Comprehensive data protection for all workloads
Adrian_C
Service Provider
Posts: 21
Liked: 5 times
Joined: Sep 10, 2013 6:56 am
Contact:

Re: Windows 2019, large REFS and deletes

Post by Adrian_C »

Hi Team!

I've stumbled across this thread today, and I think I too am experiencing this issue on our Cloud Connect repository server since we upgraded to 2019 to take advantage of ReFS. Boy what a disappointing experience that was. We have had nothing but issues and performance issues since.

I've had a support ticket open with Veeam for 2 months now and not once has this thread been mentioned or the fact that there are known performance issues with 2019 and ReFS :(

We are also running 2019 LTS so therefore 1809. I've tried to apply the KB 4534321 however I'm told it is not applicable to my server. I'm assume it is because we have the most recent cumulative updates installed. (Windows is reporting no updates available). Is it safe to say that I have the fix in this update installed as I have the more recent cumulative update installed?

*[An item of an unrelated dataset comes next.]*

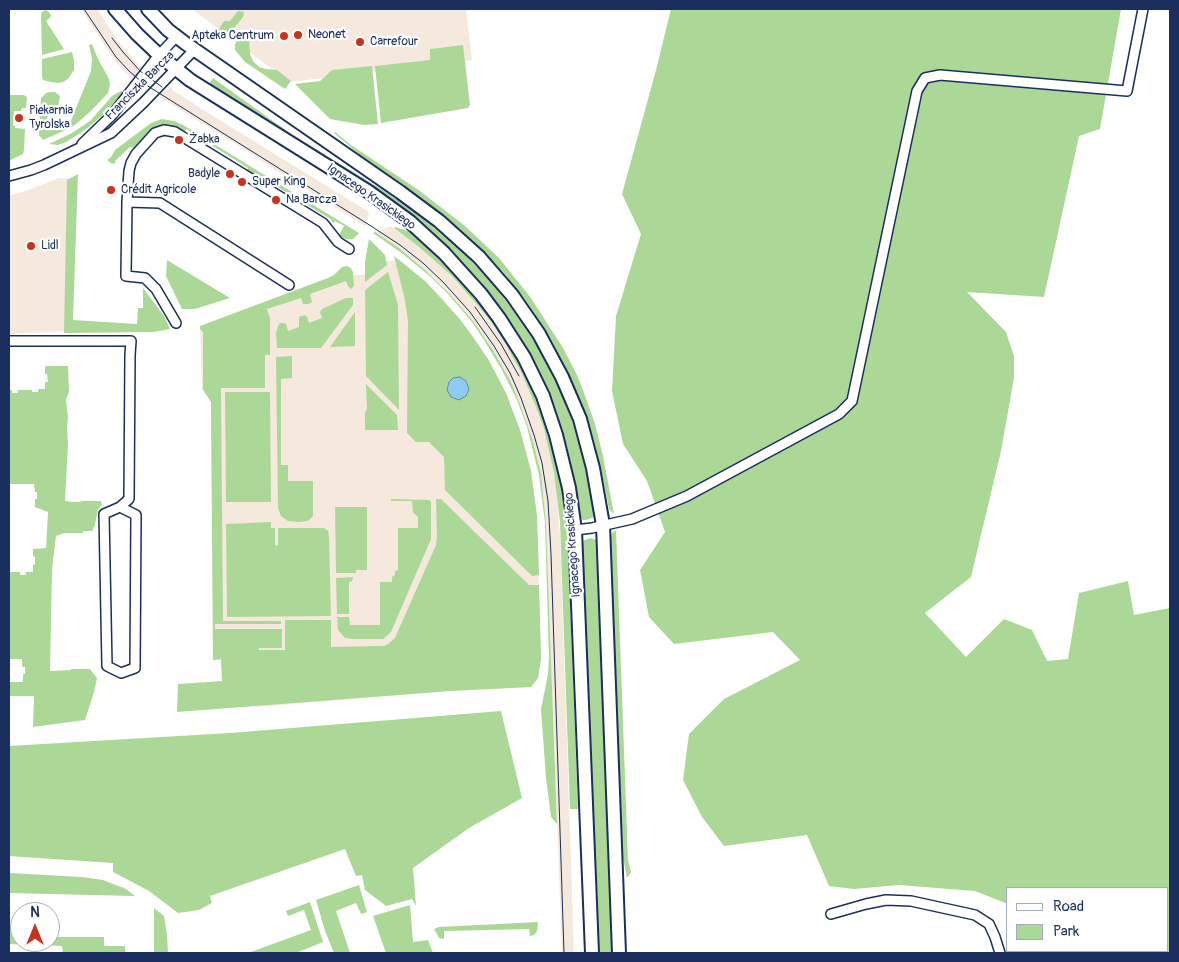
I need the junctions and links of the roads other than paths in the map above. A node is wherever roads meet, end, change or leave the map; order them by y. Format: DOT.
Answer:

Today I was able to resolve the issue by using Rammay to clear the system working set, which is a step in the right direction. But I need a more robust solution. Is there anyway that I can get my hands on 1909 release? Downgrading to 2016 isn't an option as my volumes are ReFS 3.4 :(

Any assistance would be greatly appreciated.
dasfliege
Service Provider
Posts: 238
Liked: 53 times
Joined: Nov 17, 2014 1:48 pm
Full Name: Florin
Location: Switzerland
Contact:

Re: Windows 2019, large REFS and deletes

Post by dasfliege »

Hi Adrian_C

If you run any cumulative later then apil 19, you should also have the ReFS fix in place. Check the version of your refs.sys driver. Latest LTS version is 10.0.17763.1369

Did you also applied largeworkingsettrim and deletenotify? If not, execute the following two commands in an elevated command prompt:
fsutil behavior set DisableDeleteNotify ReFS 1
REG ADD HKLM\System\CurrentControlSet\Control\FileSystem /v RefsEnableLargeWorkingSetTrim /t REG_DWORD /d 1
Adrian_C
Service Provider
Posts: 21
Liked: 5 times
Joined: Sep 10, 2013 6:56 am
Contact:

Re: Windows 2019, large REFS and deletes

Post by Adrian_C »

Hi dasfliege,

My refs.sys version is 10.0.17763.1369, DisableDeleteNotify is set to 1, and the registry setting is applied :(

I'm thinking that Core 1909 might be our only option if I can work out how to get my hands on it.
dasfliege
Service Provider
Posts: 238
Liked: 53 times
Joined: Nov 17, 2014 1:48 pm
Full Name: Florin
Location: Switzerland
Contact:

Re: Windows 2019, large REFS and deletes

Post by dasfliege »

We've ordered two completely new backup stacks, each consisting of a 32-core proliant dl360 and a NetApp E-Series with 60x 14TB NL-SAS. Seemed to be the only solution to get rid of the problems without loosing one year of backuphistory on our old backupservers. Parts should arrive in the next days.
We now have to think about how to set them up and i guess i won't go with 1809 anymore. I thought about setting up the physics with 1909 or 2004, attach the E-Series via iSCSI to serve the repository and use it as Hyper-V server, which runs the veeam server as a 1809 VM. Does anyone has a similar setup?
Seve CH
Enthusiast
Posts: 69
Liked: 32 times
Joined: May 09, 2016 2:34 pm
Full Name: JM Severino
Location: Switzerland
Contact:

Re: Windows 2019, large REFS and deletes

Post by Seve CH »

Hi Dasfliege,
1. Why are you virtualizing Veeam in that setup? I think that ReFS is resource intensive and delicate enough to add more factors to the equation
2. Your REFS problems with Veeam will be on Veeam server VM. I think it should be your Veeam VM the one running the modern Windows edition and not your hypervisor system. In fact, you do not need REFS for your Hyper-V machine at all.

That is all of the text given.